Загробное состязание с Лениным. Репетиция посмертного соревнования с Лениным уже имела место незадолго до этого – в апрельском исполненном сарказма стихотворении:

Это какая улица?

Улица Мандельштама.

Что за фамилия чертова!

Как ее ни вывертывай,

Криво звучит, а не прямо.

Мало в нем было линейного,

Нрава он не был лилейного,

И потому эта улица

Или, верней, эта яма

Так и зовется по имени

Этого Мандельштама[557].

«Третья строчка второй строфы, – вспоминает Н. Я. Мандельштам, – первоначально была: “Жил он на улице Ленина” – почему так называлась окраинная улица, на которой мы жили, я не знаю[558]. Этой строчки О. М. испугался (да и сейчас за нее могут съесть – как так – такую улицу захотел переименовать – да еще как!), и мы решили ее “позабыть”. Стишок же записывали шифром, так как любую улицу называть своим именем ссыльному было опасно» [Мандельштам Н. 2006: 343].

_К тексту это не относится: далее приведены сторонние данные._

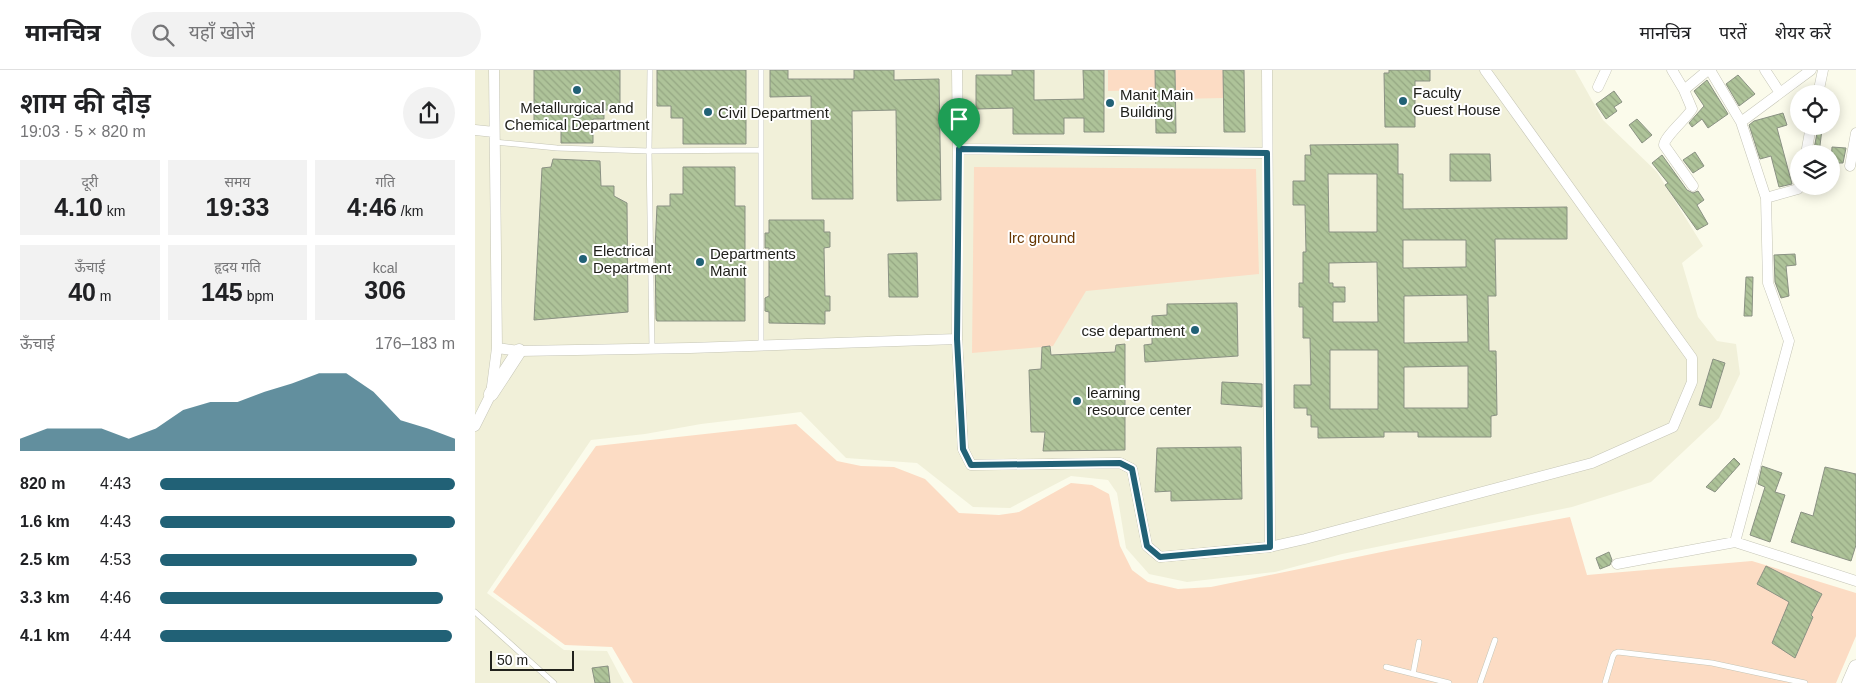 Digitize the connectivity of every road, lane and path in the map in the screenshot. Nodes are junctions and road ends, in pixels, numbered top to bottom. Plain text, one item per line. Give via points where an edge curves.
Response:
1 (494, 70) edge
2 (650, 70) edge
3 (761, 70) edge
4 (957, 70) edge
5 (1267, 70) edge
6 (1485, 70) edge
7 (1606, 70) edge
8 (1672, 70) edge
9 (1709, 70) edge
10 (1765, 70) edge
11 (1811, 70) edge
12 (1823, 70) edge
13 (1820, 85) edge
14 (1599, 87) dead end
15 (1684, 90) junction
16 (1781, 92) junction
17 (1741, 122) junction
18 (475, 130) edge
19 (1856, 133) edge
20 (494, 137) junction
21 (959, 149) junction
22 (761, 150) junction
23 (649, 151) junction
24 (1267, 153) junction
25 (1850, 166) dead end
26 (1693, 186) dead end
27 (1790, 191) edge
28 (1765, 198) junction
29 (957, 339) junction
30 (761, 346) junction
31 (497, 348) junction
32 (652, 348) junction
33 (519, 351) junction
34 (491, 394) junction
35 (475, 426) edge
36 (1735, 542) junction
37 (1270, 547) junction
38 (1617, 564) dead end
39 (1856, 581) edge
40 (475, 612) edge
41 (1495, 640) dead end
42 (1419, 642) dead end
43 (1386, 667) dead end
44 (1856, 668) edge
45 (1413, 674) junction
46 (554, 683) edge
47 (1449, 683) edge
48 (1480, 683) edge
49 (1605, 683) edge
50 (1805, 683) edge
51 (1849, 683) edge

1 - 20 street
2 - 23 lane
3 - 22 lane
4 - 21 street
5 - 24 street
6 - 37 street via 1692,358 1692,382 1673,427 1592,463
7 - 14 street
8 - 15 street
9 - 15 street
9 - 17 street
10 - 16 street
11 - 16 street
12 - 13 street
15 - 26 street via 1692,108 1664,142
16 - 17 street
17 - 28 street
18 - 20 street
19 - 25 street
20 - 23 lane via 557,148
20 - 31 street
21 - 24 street
21 - 29 street
22 - 23 lane
22 - 30 lane
23 - 32 lane
24 - 37 street
27 - 28 street
28 - 36 street via 1768,283 1789,340
29 - 30 street
29 - 37 street via 963,449 971,465 1120,463 1132,469 1147,546 1160,557
30 - 32 street
31 - 33 street
31 - 34 street
32 - 33 street
33 - 34 street
34 - 35 street
36 - 38 street
36 - 39 street
40 - 46 lane
41 - 48 lane
42 - 45 lane
43 - 45 lane
44 - 51 street
45 - 47 lane
49 - 50 lane via 1613,656 1618,652 1712,663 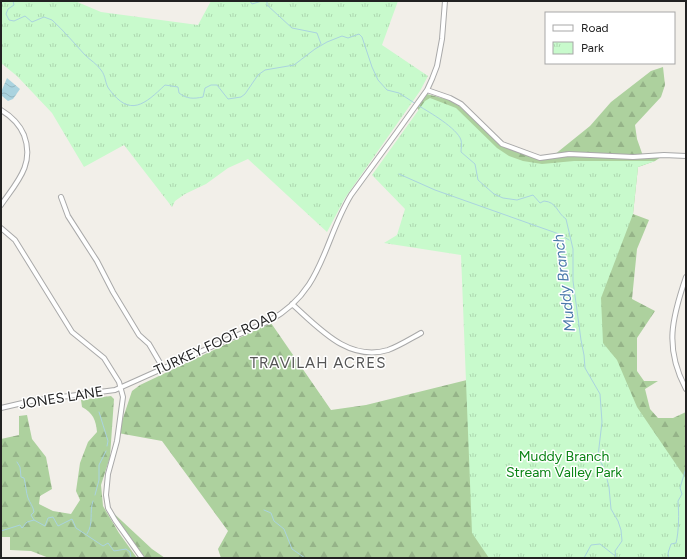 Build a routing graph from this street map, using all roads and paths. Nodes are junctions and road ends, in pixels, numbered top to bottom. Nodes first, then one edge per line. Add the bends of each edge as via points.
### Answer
1 (445, 1) edge
2 (427, 90) junction
3 (1, 110) edge
4 (686, 156) edge
5 (61, 197) dead end
6 (1, 205) edge
7 (1, 228) edge
8 (686, 277) edge
9 (292, 304) junction
10 (421, 333) dead end
11 (163, 368) junction
12 (121, 387) junction
13 (686, 388) edge
14 (1, 408) edge
15 (142, 558) edge

1 - 2 street, TURKEY FOOT ROAD via 437,66
2 - 4 street via 461,104 490,134 511,148 540,158 565,154
2 - 9 street, TURKEY FOOT ROAD via 344,206 319,269
3 - 6 street via 18,123 28,145 28,155 21,176
5 - 11 street via 68,216 97,262 116,299
7 - 12 street via 16,240 72,332 104,358
8 - 13 street via 673,318 672,338 676,367
9 - 10 street via 330,337 355,350 373,352 388,349
9 - 11 street, TURKEY FOOT ROAD via 269,321
11 - 12 street, TURKEY FOOT ROAD
12 - 14 street, JONES LANE via 110,391 31,401
12 - 15 street via 123,397 106,495 108,508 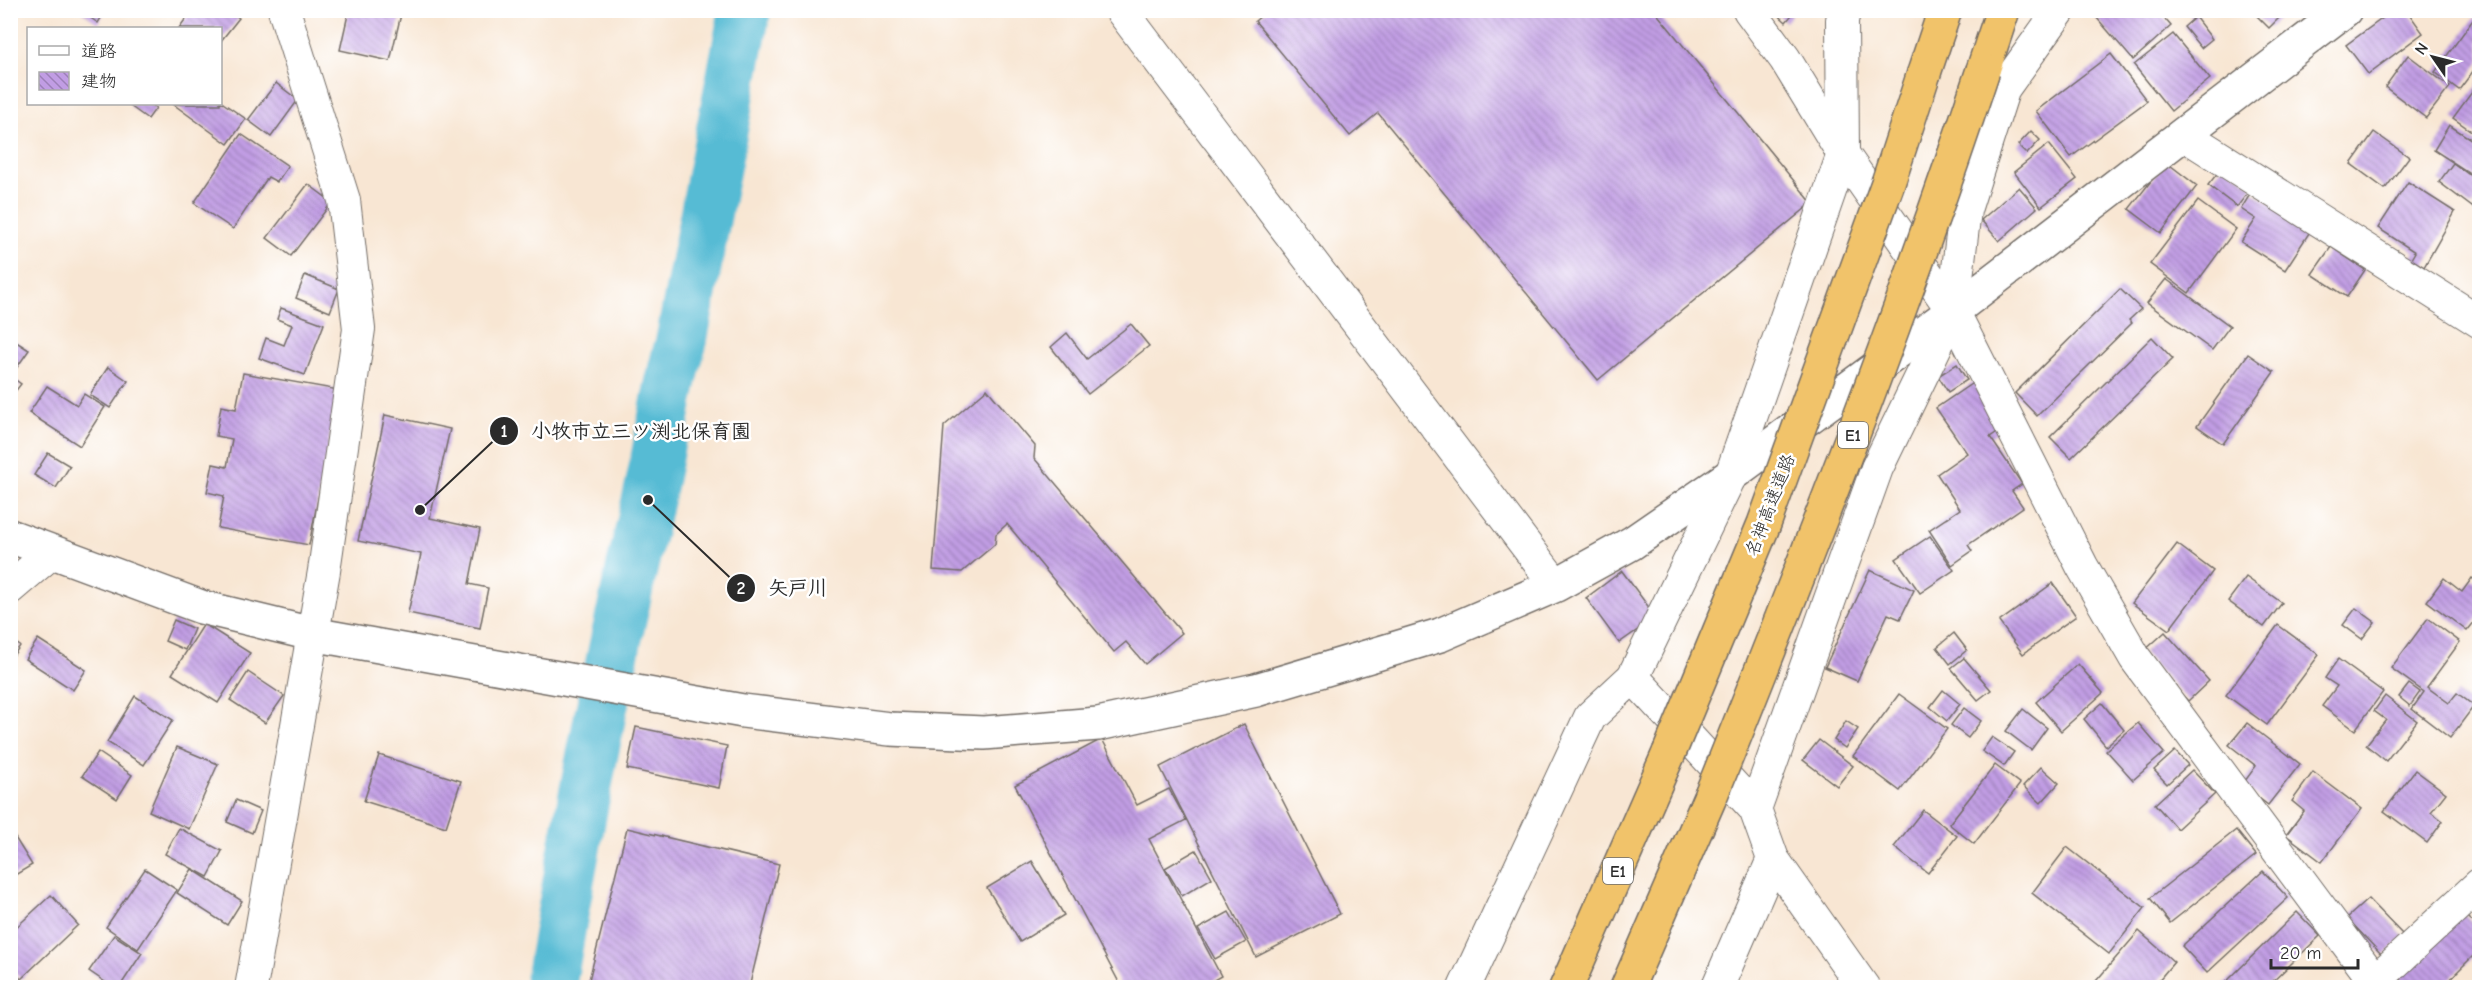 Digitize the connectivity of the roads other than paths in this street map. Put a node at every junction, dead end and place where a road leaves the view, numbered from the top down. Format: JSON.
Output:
{"nodes":[{"id":1,"x":284,"y":10,"type":"edge"},
{"id":2,"x":1121,"y":10,"type":"edge"},
{"id":3,"x":1749,"y":10,"type":"edge"},
{"id":4,"x":1845,"y":10,"type":"edge"},
{"id":5,"x":1945,"y":10,"type":"edge"},
{"id":6,"x":2002,"y":10,"type":"edge"},
{"id":7,"x":2060,"y":10,"type":"edge"},
{"id":8,"x":2345,"y":10,"type":"edge"},
{"id":9,"x":2183,"y":134,"type":"junction"},
{"id":10,"x":1843,"y":154,"type":"junction"},
{"id":11,"x":1953,"y":311,"type":"junction"},
{"id":12,"x":2478,"y":317,"type":"edge"},
{"id":13,"x":1731,"y":475,"type":"junction"},
{"id":14,"x":10,"y":536,"type":"edge"},
{"id":15,"x":51,"y":553,"type":"junction"},
{"id":16,"x":1556,"y":585,"type":"junction"},
{"id":17,"x":10,"y":588,"type":"edge"},
{"id":18,"x":312,"y":634,"type":"junction"},
{"id":19,"x":1634,"y":677,"type":"junction"},
{"id":20,"x":1755,"y":809,"type":"junction"},
{"id":21,"x":1773,"y":860,"type":"junction"},
{"id":22,"x":2480,"y":884,"type":"edge"},
{"id":23,"x":2375,"y":985,"type":"edge"},
{"id":24,"x":251,"y":987,"type":"edge"},
{"id":25,"x":1464,"y":987,"type":"edge"},
{"id":26,"x":1566,"y":987,"type":"edge"},
{"id":27,"x":1627,"y":987,"type":"edge"},
{"id":28,"x":1717,"y":987,"type":"edge"},
{"id":29,"x":1864,"y":987,"type":"edge"}],
"edges":[{"from":1,"to":18,"type":"street"},
{"from":2,"to":16,"type":"street"},
{"from":3,"to":10,"type":"street"},
{"from":4,"to":10,"type":"street"},
{"from":5,"to":26,"type":"highway","name":"名神高速道路","number":"E1","bridge":true},
{"from":6,"to":27,"type":"highway","number":"E1","bridge":true},
{"from":7,"to":11,"type":"street"},
{"from":8,"to":9,"type":"street"},
{"from":9,"to":11,"type":"street"},
{"from":9,"to":12,"type":"street"},
{"from":10,"to":11,"type":"street"},
{"from":10,"to":13,"type":"street"},
{"from":11,"to":13,"type":"street"},
{"from":11,"to":20,"type":"street"},
{"from":11,"to":23,"type":"street"},
{"from":13,"to":16,"type":"street"},
{"from":13,"to":19,"type":"street"},
{"from":14,"to":15,"type":"street"},
{"from":15,"to":17,"type":"street"},
{"from":15,"to":18,"type":"street"},
{"from":16,"to":18,"type":"street"},
{"from":18,"to":24,"type":"street"},
{"from":19,"to":20,"type":"street"},
{"from":19,"to":25,"type":"street"},
{"from":20,"to":21,"type":"street"},
{"from":21,"to":28,"type":"street"},
{"from":21,"to":29,"type":"street"},
{"from":22,"to":23,"type":"street"}]}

Ленин-Моисей. Советская агитационная риторика постоянно апеллировала к образу покойного вождя и его усыпальницы как залогу освобождения пролетариата на всем земном шаре. Широкое распространение получил траурный лозунг: «Могила Ленина – колыбель свободы всего человечества». Этот лозунг, в частности, фигурировал на плакате с изображением Ленина, стоящего на земном шаре[559]. (В восприятии Мандельштама он мог наслаиваться на титул Хлебникова – Председатель Земного Шара, – начертанный Митуричем на его надгробии.)


Плакат на смерть В.И. Ленина с траурным лозунгом. Центральное товарищество «Кооперативное издательство», 1924


В политической мультипликации середины 1920-х – начала 1930‐х гг. об угнетенных народах – марсианах, китайцах, самоедах, американских неграх – изображение Ленина неизменно завершало картину как видение надежды[560]. Все это, безусловно, учитывается Мандельштамом и в качестве фона при введении образа земного шара, и как современный эквивалент того многонационального паломничества, из-за которого у Пушкина памятник поэта конкурирует с памятником правителя[561].



Такое же непосредственное отношение к ленинскому мифу, сложившемуся в революционном риторическом обиходе, имеет библейская коннотация невольника, который не попадет в светлое будущее по примеру евреев, рожденных в рабстве и умерших в пустыне, так и не войдя в землю обетованную:

Задолго до 1917 года леворадикальная поэтика приспособила к своим нуждам <…> метафору плавания по бурному морю к заветной гавани (социализму), она же – Земля Обетованная. Другим совокупным достоянием церкви, монархических од и левонароднической поэтики, унаследованным ленинианой, был присоединяемый к портретам Ленина-Капитана (Возничего и т. п.)